Although acid violence is a crime condemned under international law, every year thousands of people across the world are subjected to premeditated acid attacks. The Acid Survivors Trust International (ASTI), a UK-registered charity fighting to end acid violence globally, regularly received reports of such attacks from countries including Cambodia, India, Iran and Colombia. But in recent years, ASTI started to see a surge in the number of attacks in the UK. By 2017, the UK had one of the highest recorded rates of acid attacks globally.
“One of the biggest challenges for ASTI has been the lack of data and information on the efficacy of the laws, the way courts have interpreted the laws and delivered judgments on acid violence cases. ASTI approached TrustLaw with the aim to fill this knowledge deficit and enable an evidence based approach to ASTI’s case for change,” said Jaf Shah, Executive Director of ASTI.
In 2015, Through TrustLaw, ASTI was connected with Baker & McKenzie, J. Sagar Associates, Linklaters and P&A Asia to produce a comparative report of acid violence laws in the UK, India, Cambodia and Colombia to end acid violence worldwide. The comparative legal report, Justice? What Justice? Tackling acid violence and ensuring justice for survivors, analysed data on existing legal instruments specific to acid violence in these jurisdictions and discovered inconsistent policing of provisions to control the sale of acid, as well as the lengthy and often ineffective compensation and prosecution schemes.

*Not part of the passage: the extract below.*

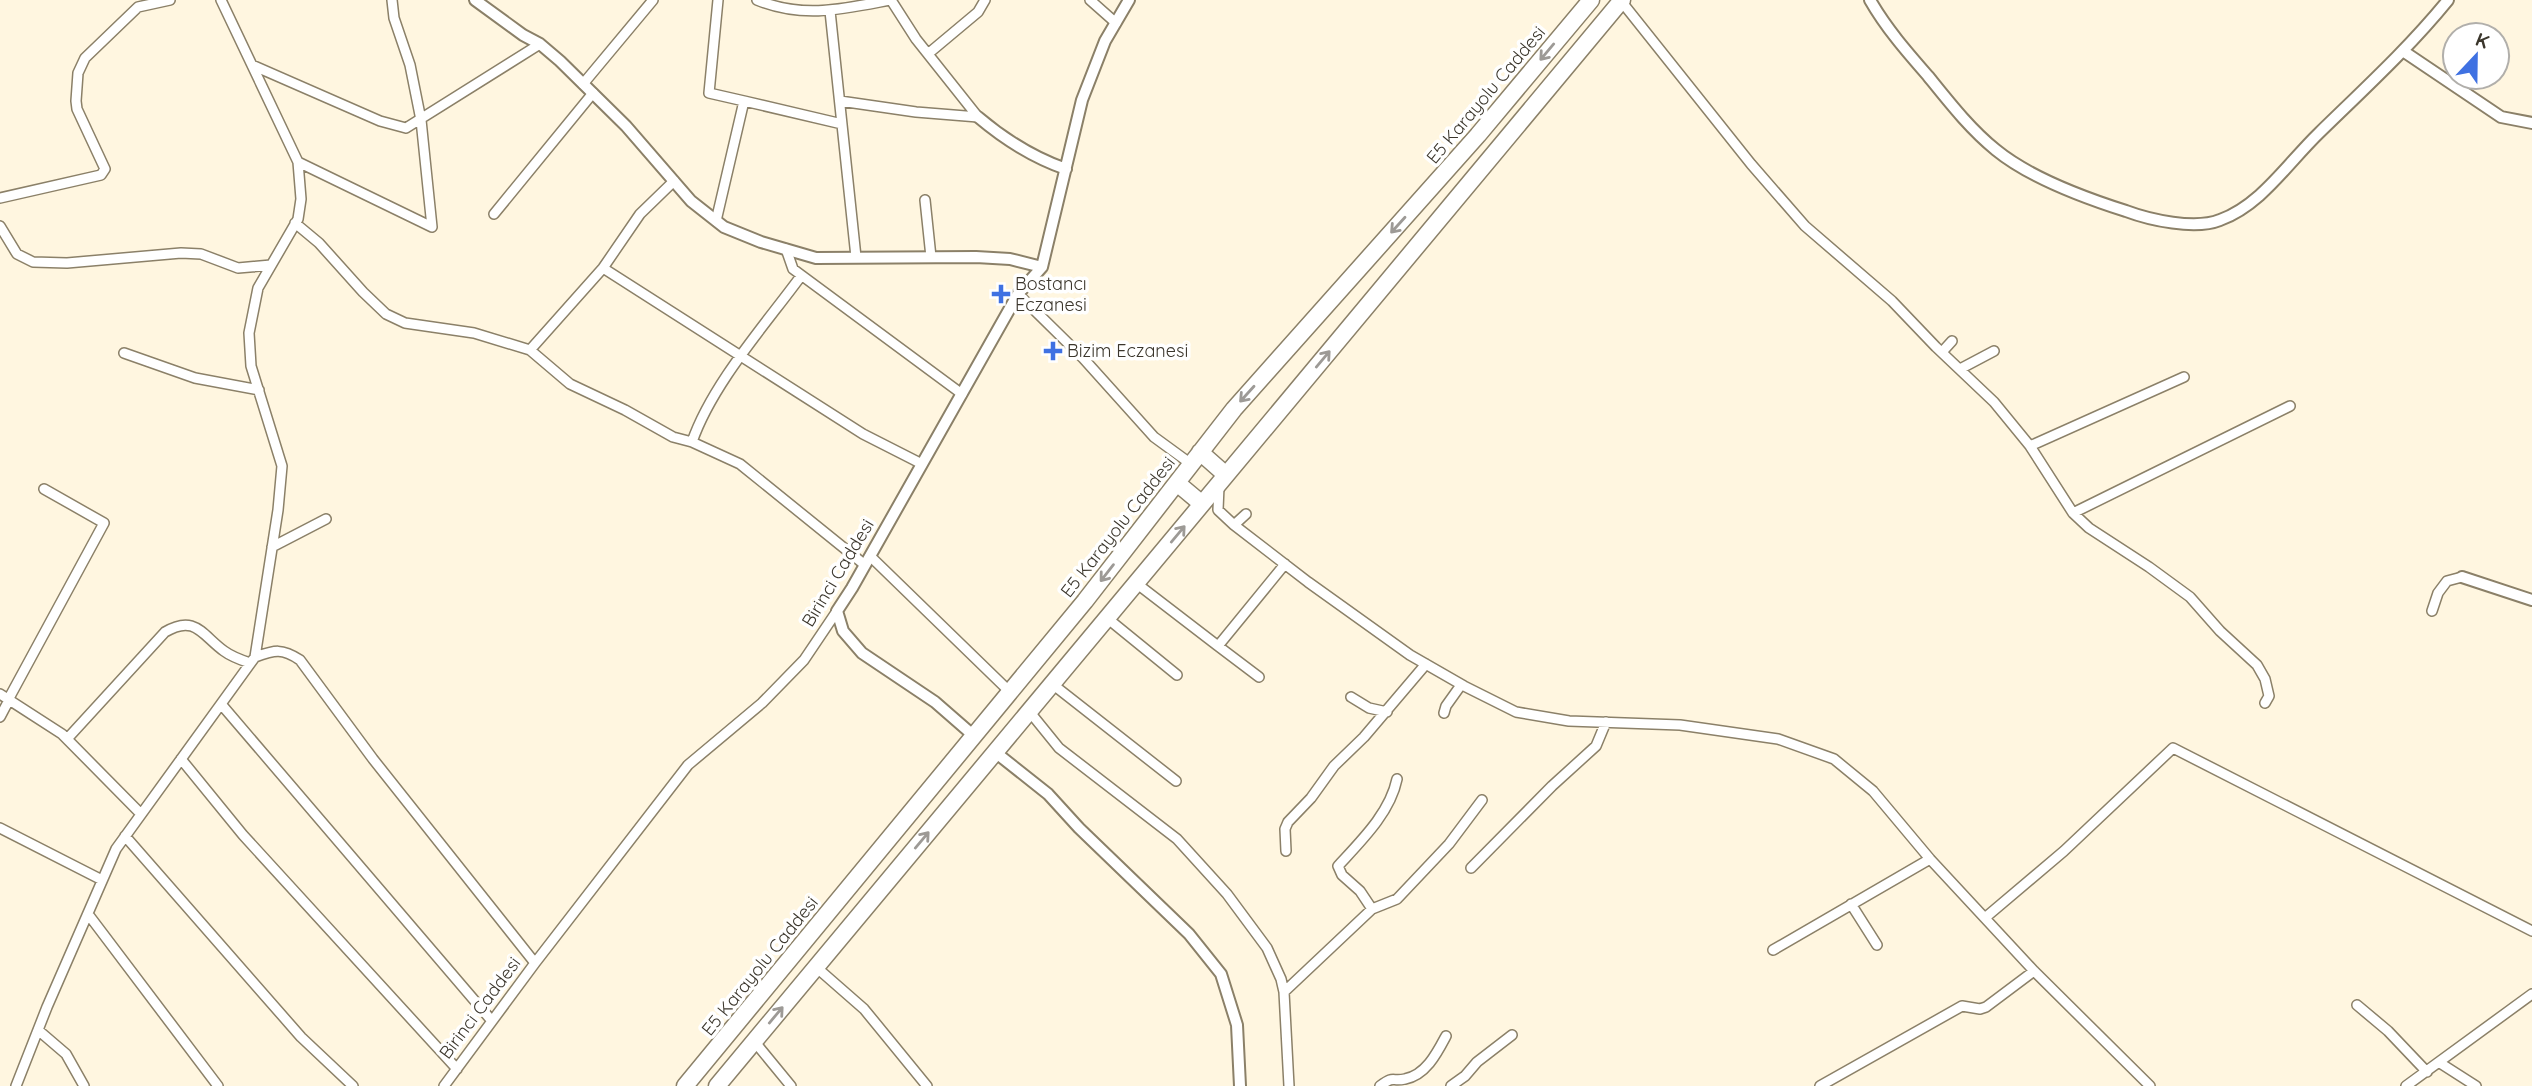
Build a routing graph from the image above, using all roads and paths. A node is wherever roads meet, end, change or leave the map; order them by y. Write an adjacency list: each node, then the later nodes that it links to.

In 2017, ASTI requested an urgent piece of research following an invitation from the UK Home Office to contribute to the consultation process on what legislative changes were needed in the UK to tackle the growing issue of acid attacks. TrustLaw connected ASTI with Linklaters and building on “Justice? What Justice?”, a team of lawyers rapidly produced a comprehensive memo on the specific legislative amendments needed. Jaf Shah and the team at ASTI have used this piece of legal research to strengthen ASTI’s advocacy activities in the UK, aiming to put an end to acid attacks and ensure justice for victims.
In 2018, after a series of meetings and consultations with ASTI and other stakeholders the UK Home office announced a series of policy changes:
- In January 2018, the UK’s Home Office confirmed it intended to limit the sale of acid, some of the country’s largest retailers agreed to stop sales of acid to under-18s.
- In March 2018, acid was listed as a potentially dangerous weapon in sentencing guidelines, meaning adults caught carrying acid twice would face a six-month prison sentence.
- In July 2018, under changes to the Poisons Act, members of the public wishing to import, acquire or use sulphuric acid above 15% have required a Home Office licence.
- In November 2018, the UK government introduced new measures to prevent acid attacks, within the government’s Serious Violence Strategy, which range from early intervention and prevention through to tough law enforcement measures.
- In May 2019, the Offensive Weapons Act received Royal Assent, strengthening UK's Serious Violence Strategy by banning the sale of corrosive products to under 18s.
The report, and in particular the collaborative legal research conducted in the UK by Linklaters and ASTI, continues to have a tangible impact for the fight against acid attacks and serve as a powerful tool for ASTI’s public awareness campaign and lobbying in the UK Home Office.
“The report identified weaknesses and loopholes within existing UK policy and was the cornerstone to ASTI’s advocacy and awareness-raising work, used in policy briefings with parliamentarians and the Home Office,” added Jaf Shah, Executive Director of ASTI.
Dan Schuster-Woldan, Linklaters partner, said: “ASTI is highly specialised and had clear ideas about what it wanted to suggest to government. We were involved in advising on how feasible those proposals were and what exactly would be required to change the law.” Linklaters Associate Stephanie Creese who played a key role, added, “advising ASTI on its proposals for legal reform, and following the clear and almost immediate impact which those proposals have had, has been particularly rewarding. It has been a privilege to have contributed to such a worthy cause.”
NOTE:: This Impact Story was updated in May 2019 to reflect recent changes in UK government legislation.